View of Vallfogona, Ripollès, immediately to the south of Sant Joan de les Abadesses, from the Castell de Milany to the south
(View of Vallfogona, Ripollès, Catalonia, Spain, immediately to the south of Sant Joan de les Abadesses, from the Castell de Milany to the south)

We have to start with a super-size hearing in the year 913, at the nunnery of Sant Joan de Ripoll, Sant Joan de les Abadesses as it would become.2As I've described at a Corner of Tenth-Century Europe, the document of that hearing was written, in two stages, and then updated twice, by the same guy, a priest called Garsies. I said in a post I wrote there about this document (which explains, you know, what it is) that I couldn't `describe his status more fully', and this is both true and false. I can't tell you what it is, but I can parallel it. The problem is, you see, that Garsies doesn't appear anywhere else. Almost all the charter evidence for these areas is now in print and indexed, so it's possible to be reasonably definitive about this.3 The charter must have been written and updated over a period of months, if not years, for all of which, the unity of the hand even if not the ink, makes clear, Garsies was able to be found. The nunnery's usual notary, Gentiles, signed as witness but didn't himself trifle with this highly unusual document.4 Something about Garsies's status made it important that he be involved in it, but we don't know what that status was.

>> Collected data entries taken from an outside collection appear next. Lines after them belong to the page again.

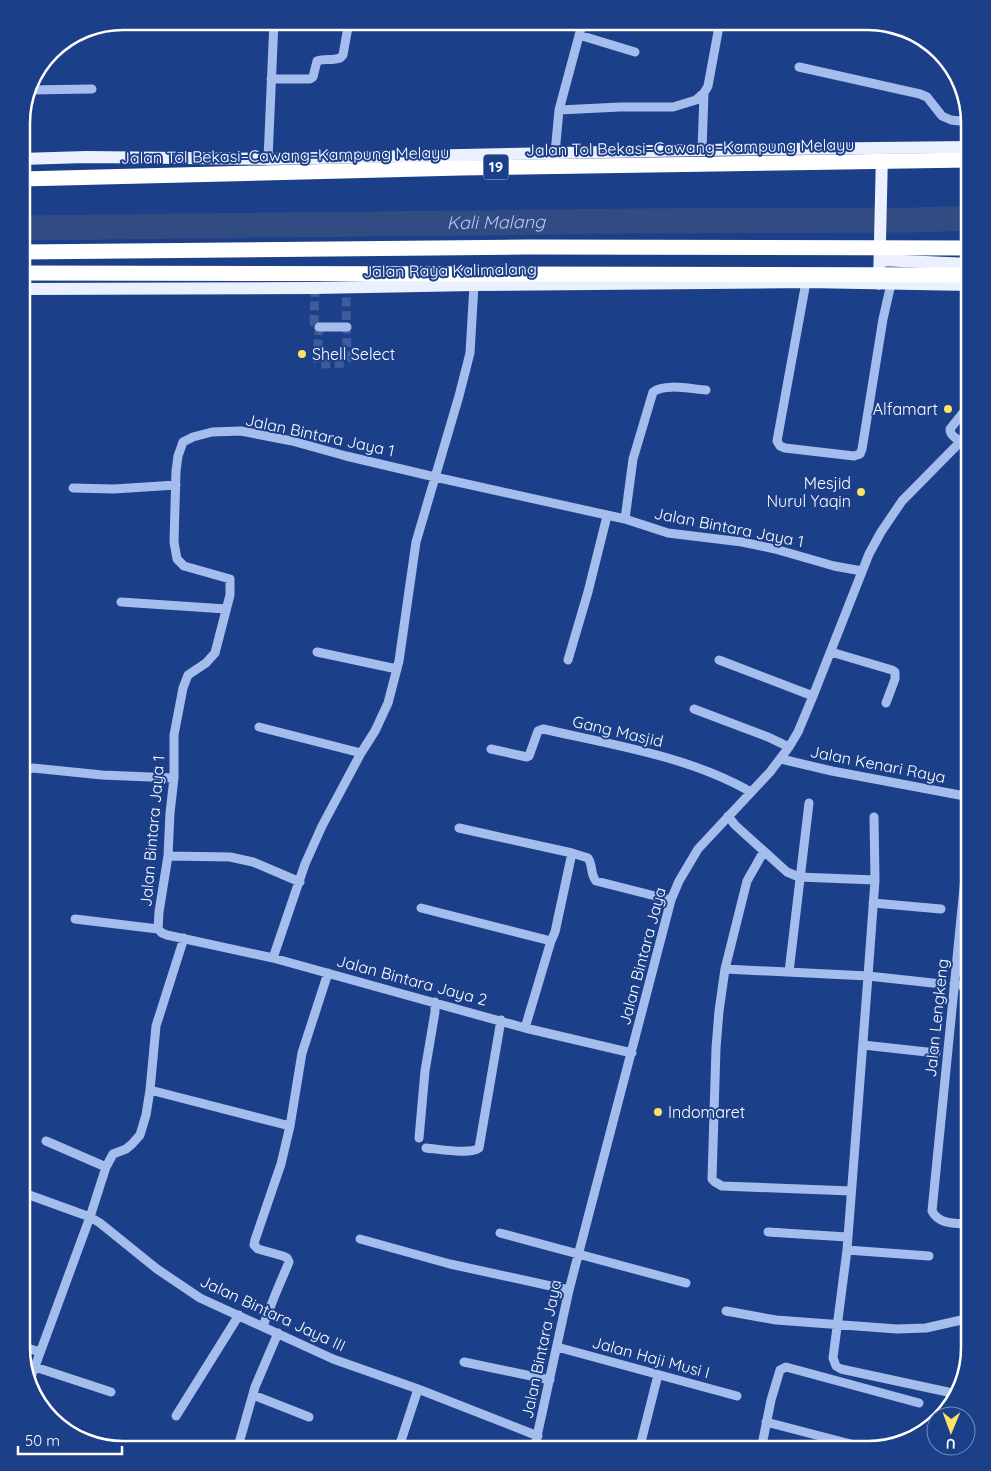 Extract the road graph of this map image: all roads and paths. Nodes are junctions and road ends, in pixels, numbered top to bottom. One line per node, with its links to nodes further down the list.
1 (274, 30): 8 (street)
2 (347, 30): 8 (street)
3 (580, 30): 5 (street)
4 (718, 30): 11 (street)
5 (579, 35): 6 (street); 12 (street)
6 (635, 52)
7 (799, 67): 13 (street)
8 (271, 79): 19 (street)
9 (92, 89): 10 (street)
10 (36, 90)
11 (704, 93): 12 (street); 16 (street)
12 (559, 110): 17 (street)
13 (961, 121)
14 (961, 147): 15 (main road)
15 (882, 148): 16 (main road); 24 (main road)
16 (702, 150): 17 (main road)
17 (555, 153): 19 (main road)
18 (30, 159): 19 (main road)
19 (268, 159)
20 (961, 160): 21 (highway, Jalan Tol Bekasi–Cawang–Kampung Melayu / 19, bridge)
21 (30, 179)
22 (961, 248): 23 (highway, bridge)
23 (30, 252)
24 (880, 260): 25 (main road); 29 (main road)
25 (961, 264)
26 (30, 273): 27 (highway, bridge)
27 (961, 275)
28 (806, 282): 29 (main road, Jalan Raya Kalimalang); 29 (street); 30 (main road, Jalan Raya Kalimalang)
29 (885, 284): 31 (main road, Jalan Raya Kalimalang)
30 (474, 285): 32 (main road, Jalan Raya Kalimalang); 38 (street)
31 (961, 285)
32 (30, 289)
33 (319, 327): 34 (street)
34 (347, 328)
35 (706, 390): 42 (street)
36 (961, 415): 37 (street)
37 (960, 441): 43 (street, Jalan Bintara Jaya)
38 (435, 477): 39 (street, Jalan Bintara Jaya 1); 41 (street, Jalan Bintara Jaya 1); 50 (street)
39 (176, 485): 40 (street); 45 (street, Jalan Bintara Jaya 1)
40 (73, 488)
41 (607, 516): 42 (street, Jalan Bintara Jaya 1); 48 (street)
42 (625, 519): 43 (street, Jalan Bintara Jaya 1)
43 (862, 571): 47 (street, Jalan Bintara Jaya)
44 (121, 602): 45 (street)
45 (226, 609): 60 (street, Jalan Bintara Jaya 1)
46 (317, 652): 50 (street)
47 (831, 652): 51 (street, Jalan Bintara Jaya); 52 (street)
48 (568, 660)
49 (719, 660): 51 (street)
50 (397, 669): 57 (street)
51 (813, 696): 55 (street, Jalan Bintara Jaya)
52 (886, 703)
53 (694, 709): 55 (street)
54 (259, 727): 57 (street)
55 (789, 747): 58 (street, Jalan Bintara Jaya)
56 (491, 749): 61 (street, Gang Masjid)
57 (361, 753): 72 (street)
58 (781, 759): 61 (street, Jalan Bintara Jaya); 62 (street, Jalan Kenari Raya)
59 (30, 769): 60 (street)
60 (174, 778): 69 (street, Jalan Bintara Jaya 1)
61 (751, 792): 64 (street, Jalan Bintara Jaya)
62 (961, 795)
63 (809, 803): 70 (street)
64 (728, 816): 67 (street); 73 (street, Jalan Bintara Jaya)
65 (874, 817): 71 (street)
66 (459, 828): 68 (street)
67 (764, 851): 70 (street); 83 (street)
68 (572, 853): 73 (street); 81 (street)
69 (168, 856): 72 (street); 79 (street, Jalan Bintara Jaya 1)
70 (799, 878): 71 (street); 84 (street)
71 (874, 880): 74 (street)
72 (300, 882): 82 (street)
73 (671, 900): 94 (street, Jalan Bintara Jaya)
74 (873, 903): 76 (street); 86 (street)
75 (421, 908): 81 (street)
76 (941, 909)
77 (961, 915): 88 (street, Jalan Lengkeng)
78 (75, 920): 79 (street)
79 (158, 929): 80 (street, Jalan Bintara Jaya 1)
80 (184, 938): 82 (street, Jalan Bintara Jaya 2); 96 (street)
81 (551, 942): 92 (street)
82 (272, 958): 85 (street, Jalan Bintara Jaya 2)
83 (725, 968): 84 (street); 102 (street)
84 (789, 972): 86 (street)
85 (328, 973): 90 (street, Jalan Bintara Jaya 2); 97 (street)
86 (868, 976): 87 (street); 93 (street)
87 (942, 984)
88 (954, 984): 89 (street); 105 (street, Jalan Lengkeng)
89 (961, 985)
90 (435, 1002): 91 (street, Jalan Bintara Jaya 2); 98 (street)
91 (501, 1020): 92 (street, Jalan Bintara Jaya 2); 100 (street)
92 (525, 1028): 94 (street, Jalan Bintara Jaya 2)
93 (863, 1045): 95 (street); 102 (street)
94 (632, 1053): 111 (street, Jalan Bintara Jaya)
95 (936, 1053)
96 (150, 1090): 97 (street); 101 (street)
97 (290, 1126): 119 (street)
98 (419, 1138)
99 (46, 1141): 101 (street)
100 (426, 1148)
101 (106, 1167): 104 (street)
102 (850, 1191): 108 (street)
103 (30, 1195): 104 (street, Jalan Bintara Jaya III)
104 (90, 1217): 116 (street, Jalan Bintara Jaya III); 123 (street)
105 (961, 1223)
106 (768, 1232): 108 (street)
107 (500, 1233): 111 (street)
108 (848, 1237): 110 (street)
109 (360, 1239): 114 (street)
110 (846, 1250): 112 (street); 118 (street)
111 (578, 1253): 113 (street); 114 (street, Jalan Bintara Jaya)
112 (929, 1256)
113 (686, 1283)
114 (569, 1290): 121 (street, Jalan Bintara Jaya)
115 (726, 1311): 118 (street)
116 (239, 1315): 119 (street, Jalan Bintara Jaya III); 135 (street)
117 (961, 1320): 118 (street)
118 (837, 1324): 131 (street)
119 (263, 1326): 120 (street, Jalan Bintara Jaya III)
120 (278, 1333): 129 (street, Jalan Bintara Jaya III); 132 (street)
121 (557, 1347): 127 (street, Jalan Haji Musi I); 128 (street, Jalan Bintara Jaya)
122 (30, 1349): 123 (street)
123 (40, 1352): 125 (street)
124 (464, 1362): 128 (street)
125 (35, 1367): 126 (street); 130 (street)
126 (33, 1372)
127 (658, 1375): 133 (street, Jalan Haji Musi I); 142 (street)
128 (550, 1380): 138 (street, Jalan Bintara Jaya)
129 (418, 1389): 138 (street, Jalan Bintara Jaya III); 140 (street)
130 (112, 1392)
131 (950, 1392)
132 (253, 1395): 136 (street); 139 (street)
133 (737, 1396)
134 (919, 1403): 137 (street)
135 (176, 1416)
136 (309, 1417)
137 (766, 1422): 143 (street); 144 (street)
138 (538, 1436): 141 (street, Jalan Bintara Jaya)
139 (240, 1441)
140 (401, 1441)
141 (537, 1441)
142 (641, 1441)
143 (763, 1441)
144 (839, 1441)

Sant Andreu de Tona and the Castell de Tona
(Sant Andreu de Tona and the Castell de Tona, centre of Centuri the father of Centuri. Photo by the author.)

So we have this guy who turns up when a vast number of people are being sworn to lordship, and not otherwise. He is not a scribe of either of the counts who are present, nor is he a cleric of the nunnery whose lordship is at issue; in either of those cases, he surely ought to turn up again, but he doesn't. He ought, also, given that he is presumably at least fairly local, to turn up in the nunnery's documents as a neighbour or similar, but no. If he does hold property nearby, he does it somewhere where the nunnery has none and no-one will give or sell them any. But he is presumably not nobody: Gentiles should be doing this job, so if Garsies does it that means he is a better choice in some way that we can't quite see. Now we have someone else like this, whom like Garsies I've written about elsewhere but without expanding on this odd status. This second fellow's name was Centuri son of Centuri, which is, yes, apparently a hereditary name derived from the Latin for `Centurion'. He was a judge (whatever exactly they mean by that), and he was also at this hearing, and at two others, in both of which, again, large areas were signed out of the fisc and into ecclesiastical hands. He doesn't appear in any other context.5 But when you're appropriating a lot of ex-fiscal property (and there are various reasons to suppose that what had once been the king's properties was remembered in this area, though I'm never sure how far to believe them),6 apparently these guys have to be involved. I didn't feel I could justify this in my forthcoming book where I cover these people, but my feeling about them is that they owned, somehow, a kind of stewardship of old fiscal lands, to which the claims of the counts, in a time when the kings whose they notionally are still exist but aren't able to affect them, were dubious.7 So when the counts acted as if they could alienate them, without consulting the king, Centuri or Garsies (or both, as in the 913 hearing) had to turn up and show that it had been seen and was happening with approval of those who ought to approve. That makes me wonder where Garsies might have been to oversee all this, and the best answer, I suspect, is the Castell de Milany, the closest castle to Sant Joan, looking at it from the south across the valley of Vallfogona up at the top of the post. There's not much property held by the nunnery in that area, and I wonder if that's not because it was owned of old by someone else. Not much to see there now, though.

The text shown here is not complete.